**Directions:** Say how many of the lines below contain the word "main"; nothing else belongs in the answer.

**Records shown:**

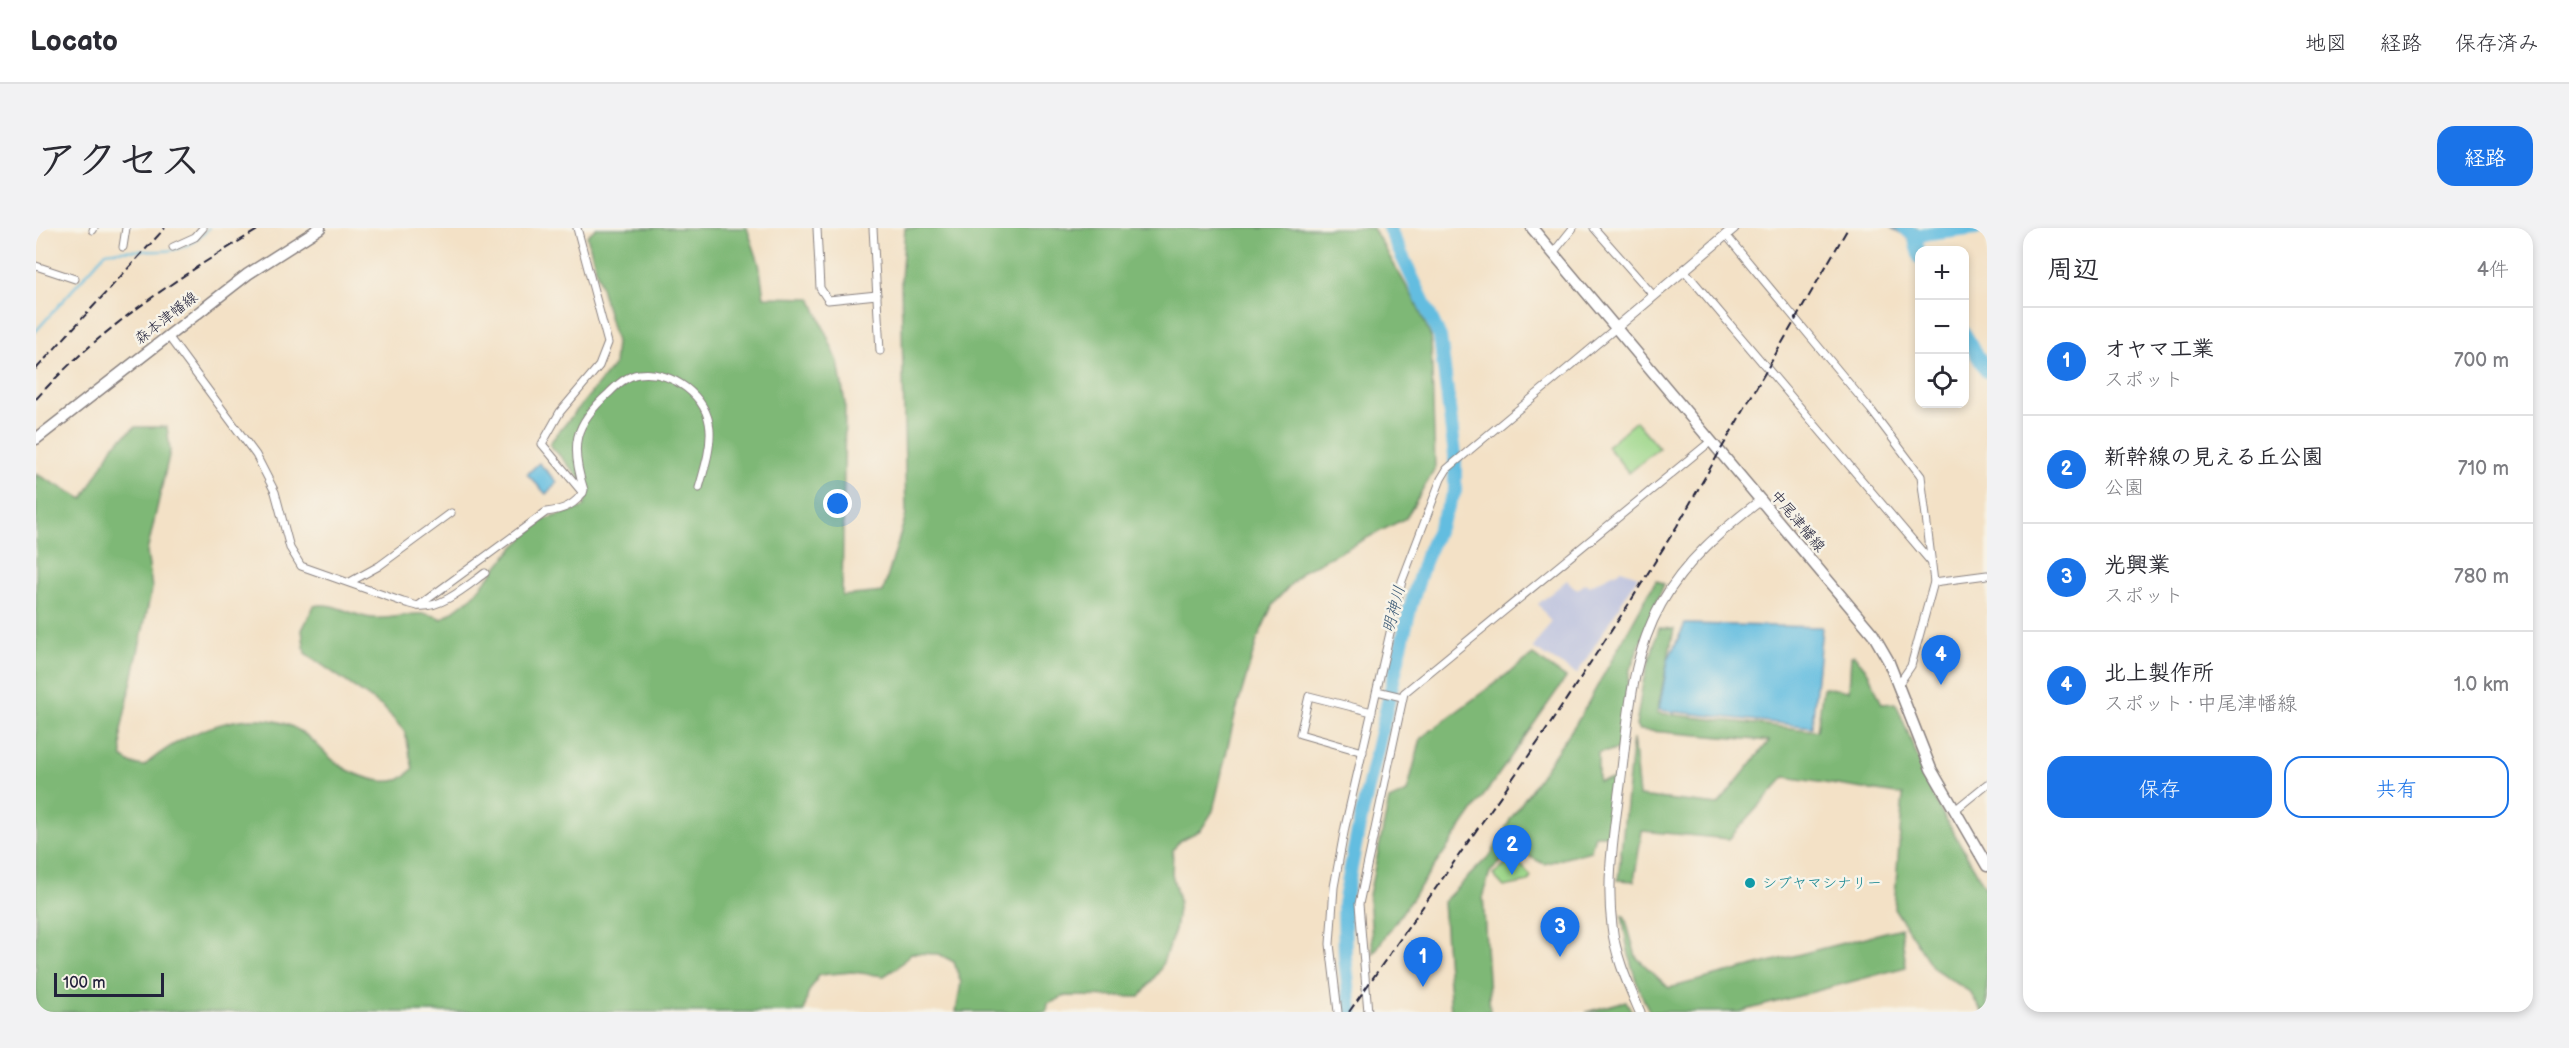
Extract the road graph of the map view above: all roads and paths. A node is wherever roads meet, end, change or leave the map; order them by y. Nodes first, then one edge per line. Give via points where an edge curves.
1 (126, 228) edge
2 (203, 228) edge
3 (320, 228) edge
4 (577, 228) edge
5 (817, 228) edge
6 (873, 228) edge
7 (1532, 228) edge
8 (1573, 228) edge
9 (1594, 228) edge
10 (1734, 228) edge
11 (1726, 235) junction
12 (123, 246) dead end
13 (173, 247) dead end
14 (1553, 253) junction
15 (36, 266) edge
16 (1684, 270) junction
17 (75, 279) dead end
18 (877, 295) junction
19 (1654, 296) junction
20 (1616, 328) junction
21 (168, 336) junction
22 (880, 351) dead end
23 (36, 438) edge
24 (1710, 442) junction
25 (699, 488) dead end
26 (583, 493) junction
27 (1761, 500) junction
28 (450, 513) dead end
29 (1932, 563) junction
30 (485, 573) dead end
31 (1987, 575) edge
32 (350, 582) junction
33 (1934, 582) junction
34 (418, 606) junction
35 (1898, 686) junction
36 (1379, 692) junction
37 (1399, 696) junction
38 (1372, 712) junction
39 (1362, 752) junction
40 (1987, 784) edge
41 (1955, 810) junction
42 (1987, 866) edge
43 (1337, 1011) edge
44 (1368, 1012) edge
45 (1640, 1012) edge

1 - 12 street
2 - 13 street via 195,237
3 - 21 main road, 森本津幡線 via 248,274
4 - 26 street via 608,343 599,366 560,412 542,444
5 - 18 street via 820,288 828,300
6 - 18 street
7 - 14 main road, 中尾津幡線
8 - 14 street
9 - 19 street
10 - 11 street
11 - 16 street
11 - 29 street via 1921,476
14 - 20 main road, 中尾津幡線
15 - 17 street
16 - 19 street
16 - 29 street
18 - 22 street
19 - 20 street
20 - 24 main road, 中尾津幡線
20 - 36 street via 1447,469 1402,581
21 - 23 main road, 森本津幡線
21 - 32 street via 256,455 275,492 290,548 301,566
24 - 27 main road, 中尾津幡線
24 - 37 street
25 - 26 street via 710,428 698,397 672,381 639,374 626,378 586,415 574,452
26 - 34 street via 571,505 546,512
27 - 35 main road, 中尾津幡線 via 1873,634
27 - 45 street via 1705,546 1674,584 1651,627 1636,671 1609,889 1619,961
28 - 32 street via 379,566
29 - 33 street
30 - 34 street via 463,590 427,607
31 - 33 street
32 - 34 street
33 - 35 street via 1911,666
35 - 41 main road, 中尾津幡線 via 1931,769
36 - 37 street
36 - 38 street
37 - 44 street via 1359,904
38 - 39 street
38 - 39 street via 1309,696 1300,734
39 - 43 street via 1334,887 1330,944
40 - 41 street
41 - 42 main road, 中尾津幡線

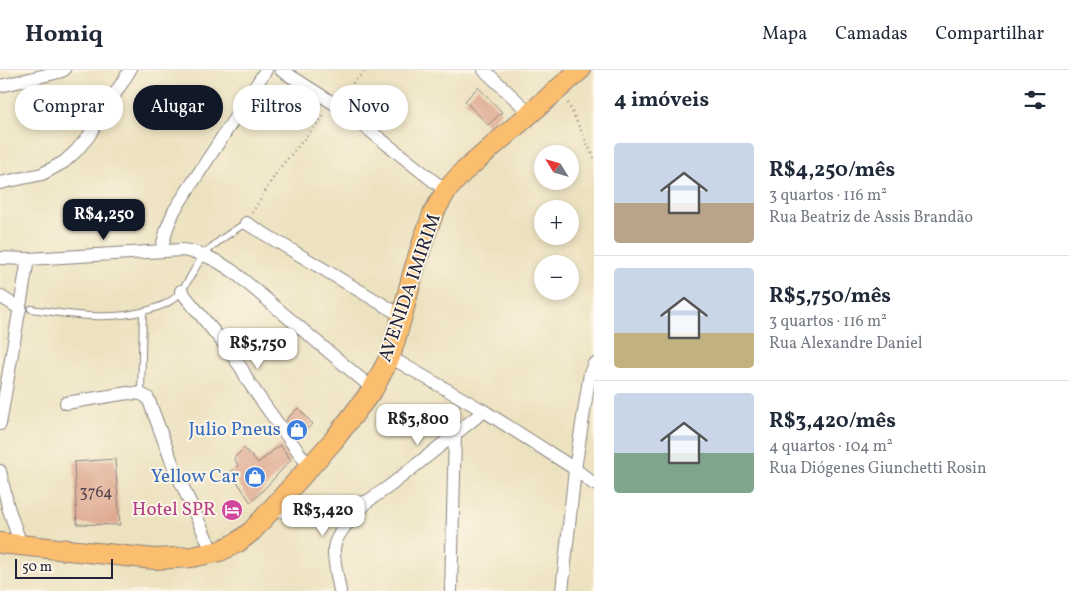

**Result:** 9